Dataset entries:
====
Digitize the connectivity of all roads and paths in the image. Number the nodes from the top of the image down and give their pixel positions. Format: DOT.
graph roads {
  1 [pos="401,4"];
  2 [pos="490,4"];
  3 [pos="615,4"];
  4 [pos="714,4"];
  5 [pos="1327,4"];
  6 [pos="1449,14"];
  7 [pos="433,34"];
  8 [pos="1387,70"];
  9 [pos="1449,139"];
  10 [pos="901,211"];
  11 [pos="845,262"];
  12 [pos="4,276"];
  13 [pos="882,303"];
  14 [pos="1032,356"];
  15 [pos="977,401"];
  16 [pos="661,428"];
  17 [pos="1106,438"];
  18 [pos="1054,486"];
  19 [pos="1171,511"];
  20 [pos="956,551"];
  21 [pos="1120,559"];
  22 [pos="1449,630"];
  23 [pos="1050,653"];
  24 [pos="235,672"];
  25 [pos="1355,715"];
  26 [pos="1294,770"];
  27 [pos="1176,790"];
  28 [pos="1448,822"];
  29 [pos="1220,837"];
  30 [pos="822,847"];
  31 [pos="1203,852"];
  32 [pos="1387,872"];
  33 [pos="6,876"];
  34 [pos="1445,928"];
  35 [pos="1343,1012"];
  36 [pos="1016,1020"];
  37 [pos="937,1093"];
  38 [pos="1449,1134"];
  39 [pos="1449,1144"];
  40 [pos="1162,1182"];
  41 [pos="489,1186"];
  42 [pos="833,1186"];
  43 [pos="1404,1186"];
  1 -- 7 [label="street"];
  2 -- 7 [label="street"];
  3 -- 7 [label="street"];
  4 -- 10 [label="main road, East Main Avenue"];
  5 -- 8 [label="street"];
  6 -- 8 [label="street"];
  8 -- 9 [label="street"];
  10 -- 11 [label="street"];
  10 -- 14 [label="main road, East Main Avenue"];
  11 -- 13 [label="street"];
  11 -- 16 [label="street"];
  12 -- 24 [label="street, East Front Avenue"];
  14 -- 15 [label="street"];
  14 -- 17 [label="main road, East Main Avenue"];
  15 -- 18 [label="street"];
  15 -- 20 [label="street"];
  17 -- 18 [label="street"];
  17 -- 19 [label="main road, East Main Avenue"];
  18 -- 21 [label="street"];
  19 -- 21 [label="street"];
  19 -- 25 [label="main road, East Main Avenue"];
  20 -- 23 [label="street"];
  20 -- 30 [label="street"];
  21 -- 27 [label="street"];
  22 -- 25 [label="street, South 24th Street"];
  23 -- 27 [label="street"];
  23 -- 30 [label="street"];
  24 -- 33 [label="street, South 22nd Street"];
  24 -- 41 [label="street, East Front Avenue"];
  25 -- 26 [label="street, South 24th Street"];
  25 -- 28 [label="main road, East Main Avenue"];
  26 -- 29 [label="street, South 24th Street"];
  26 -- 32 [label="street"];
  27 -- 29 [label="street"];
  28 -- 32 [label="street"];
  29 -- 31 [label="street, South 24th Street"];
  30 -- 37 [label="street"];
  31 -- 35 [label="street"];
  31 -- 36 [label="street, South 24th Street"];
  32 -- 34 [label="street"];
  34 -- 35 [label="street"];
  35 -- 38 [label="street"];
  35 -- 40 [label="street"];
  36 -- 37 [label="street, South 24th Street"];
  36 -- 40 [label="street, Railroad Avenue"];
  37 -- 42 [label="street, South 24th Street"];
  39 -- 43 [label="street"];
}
====
- **What you need to do**
After reading the entries, reproduce every one of them exactly.

- **Your solution**
Digitize the connectivity of all roads and paths in the image. Number the nodes from the top of the image down and give their pixel positions. Format: DOT.
graph roads {
  1 [pos="401,4"];
  2 [pos="490,4"];
  3 [pos="615,4"];
  4 [pos="714,4"];
  5 [pos="1327,4"];
  6 [pos="1449,14"];
  7 [pos="433,34"];
  8 [pos="1387,70"];
  9 [pos="1449,139"];
  10 [pos="901,211"];
  11 [pos="845,262"];
  12 [pos="4,276"];
  13 [pos="882,303"];
  14 [pos="1032,356"];
  15 [pos="977,401"];
  16 [pos="661,428"];
  17 [pos="1106,438"];
  18 [pos="1054,486"];
  19 [pos="1171,511"];
  20 [pos="956,551"];
  21 [pos="1120,559"];
  22 [pos="1449,630"];
  23 [pos="1050,653"];
  24 [pos="235,672"];
  25 [pos="1355,715"];
  26 [pos="1294,770"];
  27 [pos="1176,790"];
  28 [pos="1448,822"];
  29 [pos="1220,837"];
  30 [pos="822,847"];
  31 [pos="1203,852"];
  32 [pos="1387,872"];
  33 [pos="6,876"];
  34 [pos="1445,928"];
  35 [pos="1343,1012"];
  36 [pos="1016,1020"];
  37 [pos="937,1093"];
  38 [pos="1449,1134"];
  39 [pos="1449,1144"];
  40 [pos="1162,1182"];
  41 [pos="489,1186"];
  42 [pos="833,1186"];
  43 [pos="1404,1186"];
  1 -- 7 [label="street"];
  2 -- 7 [label="street"];
  3 -- 7 [label="street"];
  4 -- 10 [label="main road, East Main Avenue"];
  5 -- 8 [label="street"];
  6 -- 8 [label="street"];
  8 -- 9 [label="street"];
  10 -- 11 [label="street"];
  10 -- 14 [label="main road, East Main Avenue"];
  11 -- 13 [label="street"];
  11 -- 16 [label="street"];
  12 -- 24 [label="street, East Front Avenue"];
  14 -- 15 [label="street"];
  14 -- 17 [label="main road, East Main Avenue"];
  15 -- 18 [label="street"];
  15 -- 20 [label="street"];
  17 -- 18 [label="street"];
  17 -- 19 [label="main road, East Main Avenue"];
  18 -- 21 [label="street"];
  19 -- 21 [label="street"];
  19 -- 25 [label="main road, East Main Avenue"];
  20 -- 23 [label="street"];
  20 -- 30 [label="street"];
  21 -- 27 [label="street"];
  22 -- 25 [label="street, South 24th Street"];
  23 -- 27 [label="street"];
  23 -- 30 [label="street"];
  24 -- 33 [label="street, South 22nd Street"];
  24 -- 41 [label="street, East Front Avenue"];
  25 -- 26 [label="street, South 24th Street"];
  25 -- 28 [label="main road, East Main Avenue"];
  26 -- 29 [label="street, South 24th Street"];
  26 -- 32 [label="street"];
  27 -- 29 [label="street"];
  28 -- 32 [label="street"];
  29 -- 31 [label="street, South 24th Street"];
  30 -- 37 [label="street"];
  31 -- 35 [label="street"];
  31 -- 36 [label="street, South 24th Street"];
  32 -- 34 [label="street"];
  34 -- 35 [label="street"];
  35 -- 38 [label="street"];
  35 -- 40 [label="street"];
  36 -- 37 [label="street, South 24th Street"];
  36 -- 40 [label="street, Railroad Avenue"];
  37 -- 42 [label="street, South 24th Street"];
  39 -- 43 [label="street"];
}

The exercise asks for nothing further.